• _Provided data_

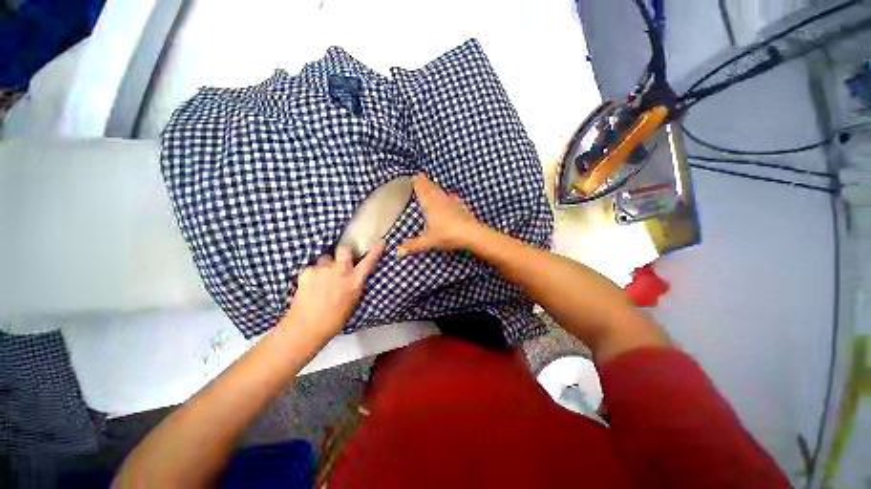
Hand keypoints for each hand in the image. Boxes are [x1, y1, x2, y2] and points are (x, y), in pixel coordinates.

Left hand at [279, 243, 384, 348]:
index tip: (380, 243)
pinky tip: (310, 285)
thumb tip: (356, 276)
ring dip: (326, 265)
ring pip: (326, 258)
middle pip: (344, 249)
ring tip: (322, 278)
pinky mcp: (307, 271)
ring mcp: (323, 269)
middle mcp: (340, 271)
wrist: (306, 327)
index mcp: (354, 281)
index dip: (375, 251)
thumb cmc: (334, 319)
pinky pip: (312, 267)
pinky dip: (313, 274)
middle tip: (341, 261)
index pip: (369, 262)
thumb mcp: (353, 302)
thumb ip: (355, 285)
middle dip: (344, 252)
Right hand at [398, 173, 482, 255]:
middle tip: (422, 175)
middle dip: (426, 183)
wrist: (471, 234)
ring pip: (442, 192)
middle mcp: (441, 201)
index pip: (422, 192)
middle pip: (432, 189)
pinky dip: (451, 196)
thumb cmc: (447, 235)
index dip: (419, 184)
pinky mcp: (463, 207)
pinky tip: (453, 196)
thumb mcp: (428, 242)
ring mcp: (453, 203)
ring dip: (437, 187)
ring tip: (434, 184)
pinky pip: (455, 199)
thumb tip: (397, 252)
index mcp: (430, 206)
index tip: (416, 175)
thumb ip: (413, 246)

• _Exercise_
Begin at the top of the records above and retype each line exactly until the line containing "ring tip: (322, 278)", which is included. Skip all pictures.

• _Your solution_
Hand keypoints for each hand in the image. Boxes are [x1, y1, x2, y2] and points are (x, y), in pixel coordinates.

Left hand at [279, 243, 384, 348]:
index tip: (380, 243)
pinky tip: (310, 285)
thumb tip: (356, 276)
ring dip: (326, 265)
ring pip: (326, 258)
middle pip: (344, 249)
ring tip: (322, 278)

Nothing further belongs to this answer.